The statements coincided with the release of an audio recording Wednesday by IS-affiliates in North Sinai, formerly known as Ansar Beit al-Maqdis before renaming themselves "Sinai Province”, when for the second time the group claimed responsibility for the attack.
The militant group had published a statement on social media claiming responsibility just hours after the debris was discovered across a vast stretch of desert in an area called Hasna, a claim that was dismissed both locally and internationally.
Some 1.5 million Russian tourists have visited Egypt since the beginning of 2015, an Egyptian tourism official told Aswat Masriya.
Last year, 3 million Russians arrived in Egypt, the tourism minister said. Russian tourists represented around a third of all tourists flying to Egypt last year.

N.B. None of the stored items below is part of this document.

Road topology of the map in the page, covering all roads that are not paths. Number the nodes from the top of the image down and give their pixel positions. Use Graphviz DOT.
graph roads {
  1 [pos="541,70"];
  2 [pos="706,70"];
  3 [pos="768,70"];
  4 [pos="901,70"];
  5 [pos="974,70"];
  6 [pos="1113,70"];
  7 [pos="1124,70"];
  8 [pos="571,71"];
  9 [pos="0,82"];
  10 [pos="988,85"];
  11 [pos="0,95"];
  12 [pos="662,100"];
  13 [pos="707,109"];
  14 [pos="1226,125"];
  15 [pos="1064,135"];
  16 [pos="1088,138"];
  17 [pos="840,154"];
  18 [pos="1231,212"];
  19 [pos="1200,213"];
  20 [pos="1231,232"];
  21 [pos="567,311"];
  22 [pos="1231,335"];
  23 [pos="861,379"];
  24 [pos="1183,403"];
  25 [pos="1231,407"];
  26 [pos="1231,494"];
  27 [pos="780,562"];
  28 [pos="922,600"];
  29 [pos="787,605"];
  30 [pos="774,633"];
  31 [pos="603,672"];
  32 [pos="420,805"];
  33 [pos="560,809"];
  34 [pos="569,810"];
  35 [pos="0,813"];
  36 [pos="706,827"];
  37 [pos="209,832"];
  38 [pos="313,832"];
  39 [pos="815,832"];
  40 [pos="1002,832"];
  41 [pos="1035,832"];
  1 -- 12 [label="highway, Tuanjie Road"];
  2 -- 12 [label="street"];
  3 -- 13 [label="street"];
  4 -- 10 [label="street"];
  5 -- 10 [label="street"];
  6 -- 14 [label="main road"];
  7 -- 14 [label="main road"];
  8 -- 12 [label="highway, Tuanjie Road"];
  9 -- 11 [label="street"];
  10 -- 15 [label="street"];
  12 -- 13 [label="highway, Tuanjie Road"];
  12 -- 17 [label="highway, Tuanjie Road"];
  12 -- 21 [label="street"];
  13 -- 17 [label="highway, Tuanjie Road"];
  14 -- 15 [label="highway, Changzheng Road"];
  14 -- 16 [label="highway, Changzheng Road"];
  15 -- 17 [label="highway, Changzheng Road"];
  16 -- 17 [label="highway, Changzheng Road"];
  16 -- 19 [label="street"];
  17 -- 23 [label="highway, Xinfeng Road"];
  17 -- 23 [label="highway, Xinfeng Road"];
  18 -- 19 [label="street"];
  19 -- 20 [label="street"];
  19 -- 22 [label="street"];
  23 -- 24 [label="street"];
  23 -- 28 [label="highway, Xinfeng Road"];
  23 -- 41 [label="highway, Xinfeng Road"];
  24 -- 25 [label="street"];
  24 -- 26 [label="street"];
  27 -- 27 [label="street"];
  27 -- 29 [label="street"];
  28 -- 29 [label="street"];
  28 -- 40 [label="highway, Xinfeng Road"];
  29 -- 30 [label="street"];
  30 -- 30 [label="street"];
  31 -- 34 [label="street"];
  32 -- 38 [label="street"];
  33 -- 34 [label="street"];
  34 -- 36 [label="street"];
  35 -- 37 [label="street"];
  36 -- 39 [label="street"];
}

The incident will likely take a heavy toll on Egypt's tourism sector, a main source of hard currency that has been hit hard over the past five years due to political and security upheavals.
Reuters reported that shares in holiday companies Thomas Cook and TUI Group fell on Thursday after Britain stopped flights to a major Egyptian tourist resort, raising the possibility of cancellations and a drop in demand for holidays to Egypt.
Last August, Egypt signed a three-year contract worth $22 million annually with global marketing and advertising agency JWT to promote Egypt as a tourist destination internationally.